Langkawi, Malaisie – L’attrait fiscal qui faisait de l’île de Langkawi un paradis pour les voitures de luxe est en train de disparaître. Une nouvelle décision gouvernementale devrait doubler le prix de ces véhicules, suscitant des inquiétudes quant à l’avenir du secteur automobile local et aux recettes publiques.
Jusqu’à présent, une voiture de sport haut de gamme comme une Ferrari, une Lamborghini ou une Porsche coûtait environ 2,5 millions de ringgits (617 240 dollars américains) à Langkawi, grâce au statut d’exonération fiscale de l’île, située dans l’État de Kedah. Désormais, ces mêmes modèles atteindront un prix d’environ 5 millions de ringgits.
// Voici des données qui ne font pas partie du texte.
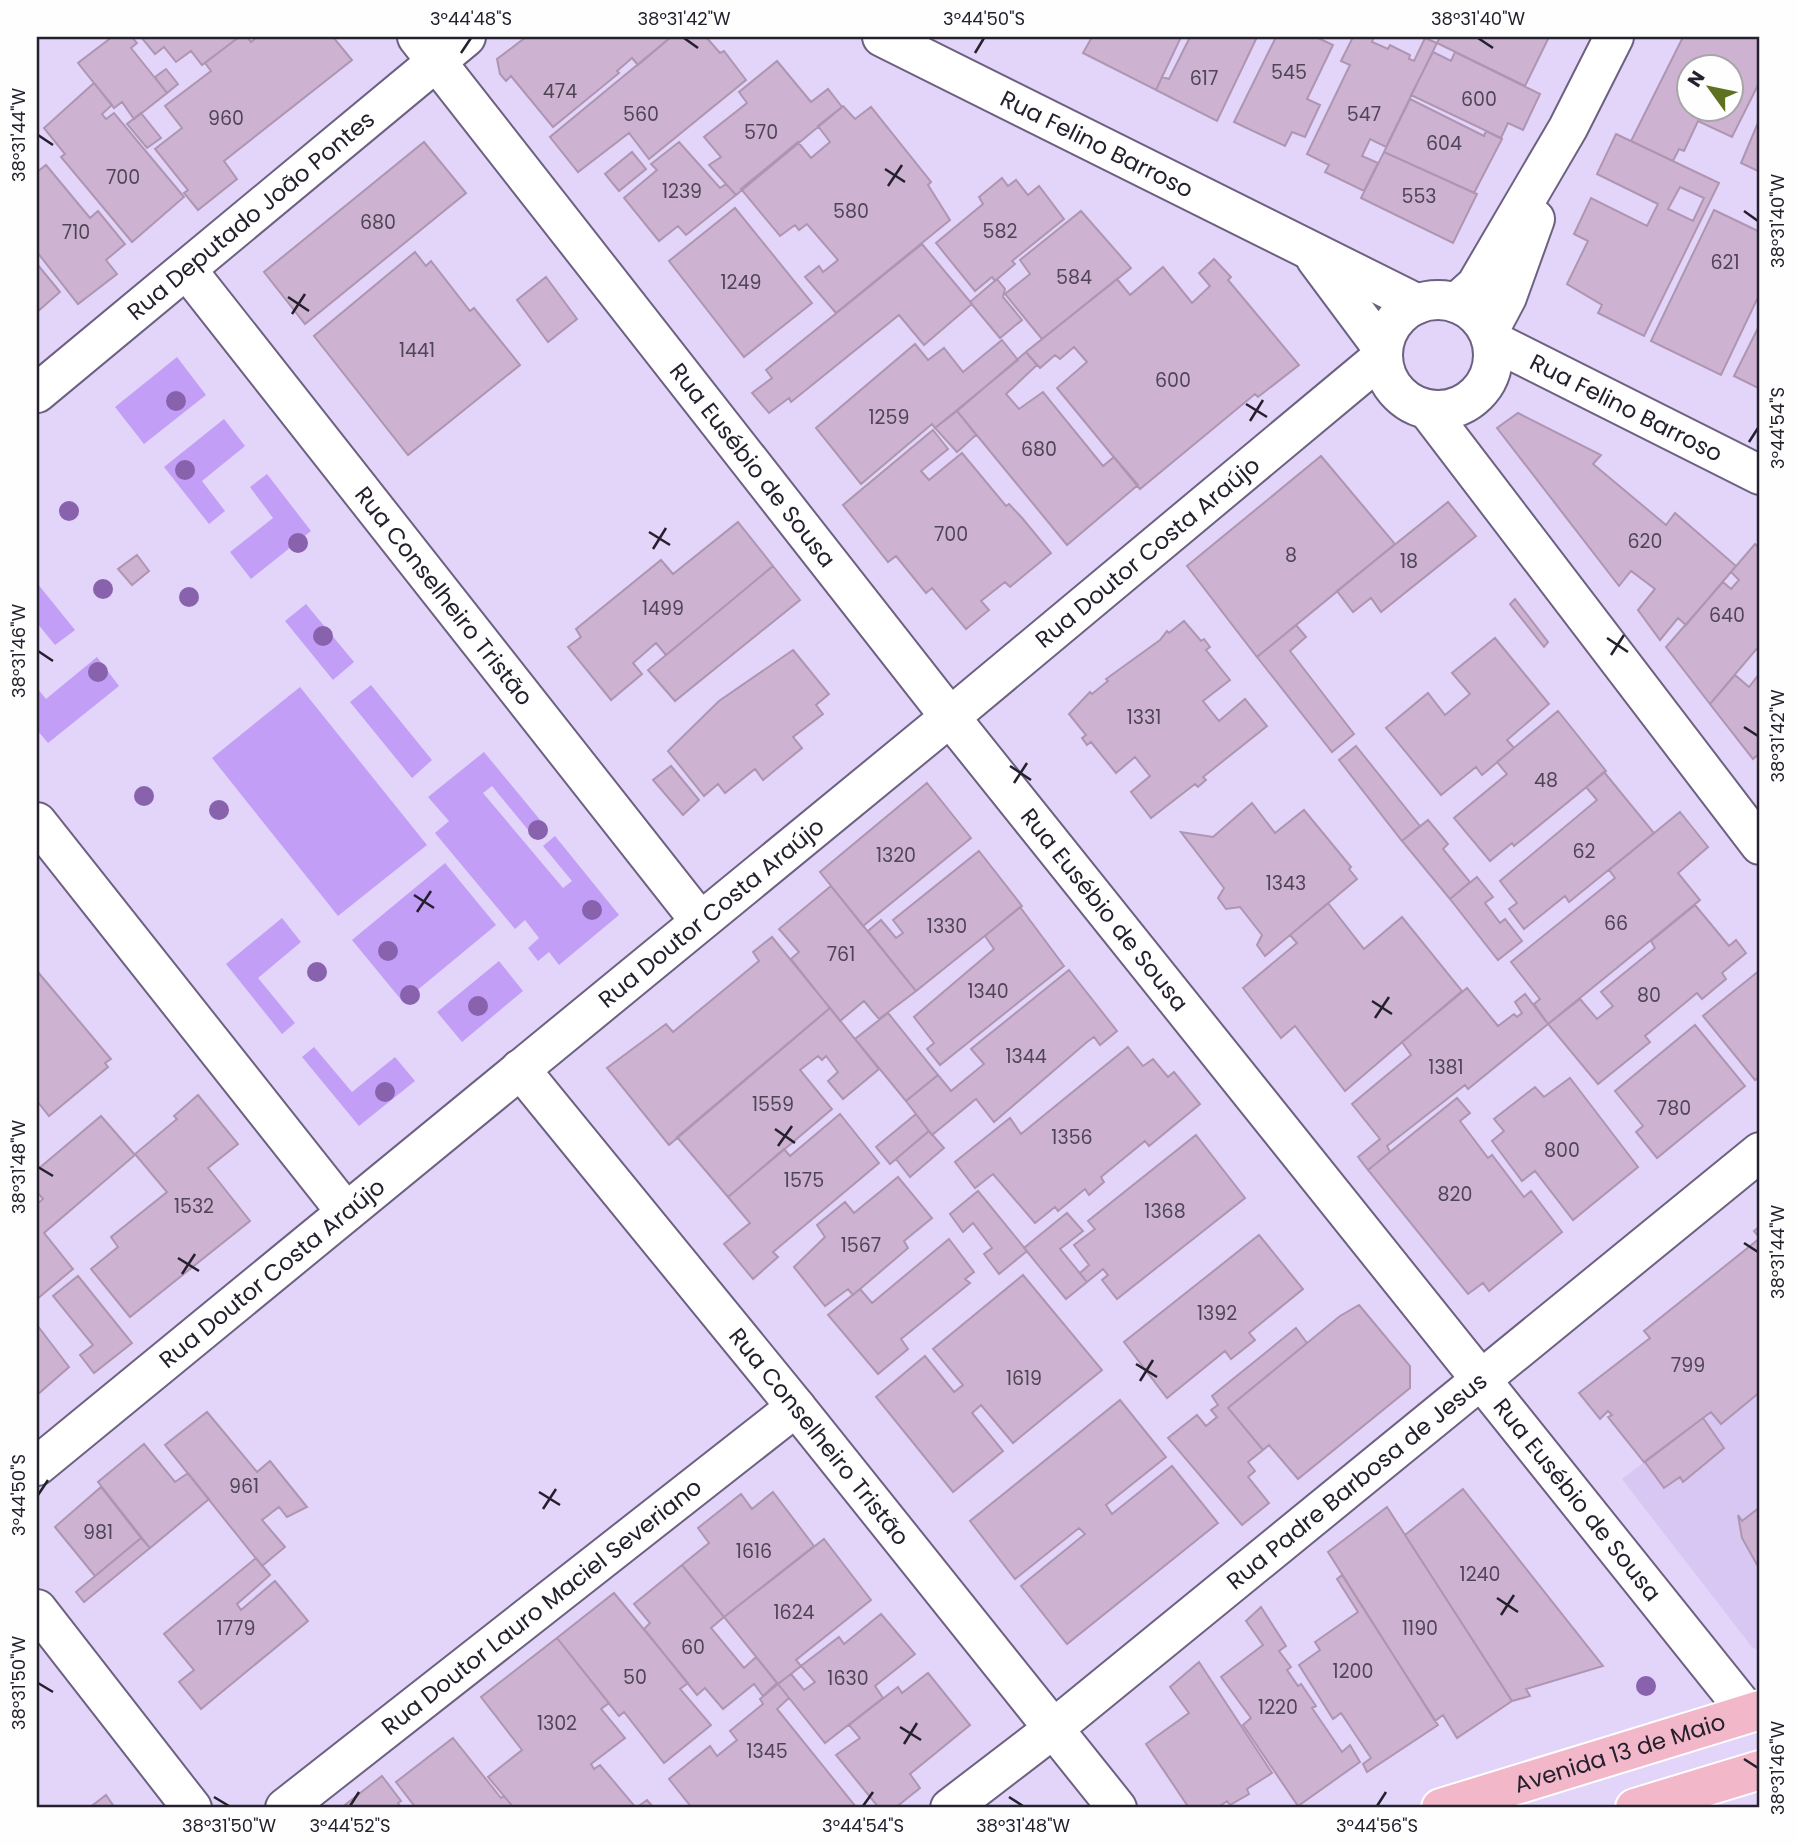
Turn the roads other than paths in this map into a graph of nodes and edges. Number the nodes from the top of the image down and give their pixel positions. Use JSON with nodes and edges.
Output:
{"nodes":[{"id":1,"x":466,"y":37,"type":"edge"},
{"id":2,"x":882,"y":37,"type":"edge"},
{"id":3,"x":1614,"y":37,"type":"edge"},
{"id":4,"x":427,"y":49,"type":"edge"},
{"id":5,"x":1568,"y":128,"type":"junction"},
{"id":6,"x":1311,"y":251,"type":"junction"},
{"id":7,"x":187,"y":270,"type":"junction"},
{"id":8,"x":1456,"y":303,"type":"junction"},
{"id":9,"x":1418,"y":304,"type":"junction"},
{"id":10,"x":1491,"y":336,"type":"junction"},
{"id":11,"x":1383,"y":352,"type":"junction"},
{"id":12,"x":37,"y":393,"type":"edge"},
{"id":13,"x":1427,"y":410,"type":"junction"},
{"id":14,"x":1760,"y":475,"type":"edge"},
{"id":15,"x":950,"y":717,"type":"junction"},
{"id":16,"x":37,"y":822,"type":"edge"},
{"id":17,"x":1760,"y":845,"type":"edge"},
{"id":18,"x":700,"y":921,"type":"junction"},
{"id":19,"x":520,"y":1069,"type":"junction"},
{"id":20,"x":1760,"y":1152,"type":"edge"},
{"id":21,"x":346,"y":1212,"type":"junction"},
{"id":22,"x":1479,"y":1379,"type":"junction"},
{"id":23,"x":796,"y":1406,"type":"junction"},
{"id":24,"x":37,"y":1466,"type":"edge"},
{"id":25,"x":37,"y":1609,"type":"edge"},
{"id":26,"x":1754,"y":1712,"type":"edge"},
{"id":27,"x":1053,"y":1729,"type":"junction"},
{"id":28,"x":1760,"y":1770,"type":"edge"},
{"id":29,"x":192,"y":1808,"type":"edge"},
{"id":30,"x":285,"y":1808,"type":"edge"},
{"id":31,"x":950,"y":1808,"type":"edge"},
{"id":32,"x":1116,"y":1808,"type":"edge"},
{"id":33,"x":1441,"y":1808,"type":"edge"},
{"id":34,"x":1635,"y":1808,"type":"edge"}],
"edges":[{"from":1,"to":4,"type":"street","name":"Rua Deputado João Pontes"},
{"from":2,"to":6,"type":"street","name":"Rua Felino Barroso"},
{"from":3,"to":5,"type":"street"},
{"from":4,"to":7,"type":"street","name":"Rua Deputado João Pontes"},
{"from":4,"to":15,"type":"street","name":"Rua Eusébio de Sousa"},
{"from":5,"to":8,"type":"street"},
{"from":5,"to":10,"type":"street"},
{"from":6,"to":9,"type":"street","name":"Rua Felino Barroso"},
{"from":6,"to":11,"type":"street","name":"Rua Felino Barroso"},
{"from":7,"to":12,"type":"street","name":"Rua Deputado João Pontes"},
{"from":7,"to":18,"type":"street","name":"Rua Conselheiro Tristão"},
{"from":8,"to":9,"type":"street"},
{"from":8,"to":10,"type":"street"},
{"from":9,"to":11,"type":"street"},
{"from":10,"to":13,"type":"street"},
{"from":10,"to":14,"type":"street","name":"Rua Felino Barroso"},
{"from":11,"to":13,"type":"street"},
{"from":11,"to":15,"type":"street","name":"Rua Doutor Costa Araújo"},
{"from":13,"to":17,"type":"street"},
{"from":15,"to":18,"type":"street","name":"Rua Doutor Costa Araújo"},
{"from":15,"to":22,"type":"street","name":"Rua Eusébio de Sousa"},
{"from":16,"to":21,"type":"street"},
{"from":18,"to":19,"type":"street","name":"Rua Doutor Costa Araújo"},
{"from":19,"to":21,"type":"street","name":"Rua Doutor Costa Araújo"},
{"from":19,"to":23,"type":"street","name":"Rua Conselheiro Tristão"},
{"from":20,"to":22,"type":"street","name":"Rua Padre Barbosa de Jesus"},
{"from":21,"to":24,"type":"street","name":"Rua Doutor Costa Araújo"},
{"from":22,"to":26,"type":"street","name":"Rua Eusébio de Sousa"},
{"from":22,"to":27,"type":"street","name":"Rua Padre Barbosa de Jesus"},
{"from":23,"to":27,"type":"street","name":"Rua Conselheiro Tristão"},
{"from":23,"to":30,"type":"street","name":"Rua Doutor Lauro Maciel Severiano"},
{"from":25,"to":29,"type":"street"},
{"from":26,"to":33,"type":"main road","name":"Avenida 13 de Maio"},
{"from":27,"to":31,"type":"street","name":"Rua Padre Barbosa de Jesus"},
{"from":27,"to":32,"type":"street","name":"Rua Conselheiro Tristão"},
{"from":28,"to":34,"type":"main road"}]}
La décision du gouvernement fédéral d’abolir les exonérations fiscales pour les véhicules de luxe dont le prix dépasse 300 000 ringgits à Langkawi est vivement critiquée par les acteurs du secteur. Mohamad Azhar Mohd Jamil, un vétéran de l’industrie, estime que cette mesure aura des conséquences négatives à la fois pour les concessionnaires et pour les finances publiques.
« Environ 90 pour cent des Ferrari et de nombreuses autres marques de luxe vendues en Malaisie étaient immatriculées à Langkawi en raison de ce régime fiscal avantageux », explique-t-il. Selon lui, la fin de cet avantage pourrait entraîner une baisse des ventes et, par conséquent, une perte de revenus pour l’État.
M. Azhar souligne que même après l’achat, les propriétaires de véhicules de luxe continuent de payer chaque année des frais de douane et de l’impôt sur les sociétés. « Même après trois ou quatre ans, les propriétaires de véhicules sont toujours tenus de payer chaque année des frais de douane et l’impôt sur les sociétés. Avec cette décision, le gouvernement subirait des pertes dès le départ », a-t-il déclaré. Il craint que la suppression de ces exonérations ne se traduise par une diminution globale des recettes fiscales à long terme.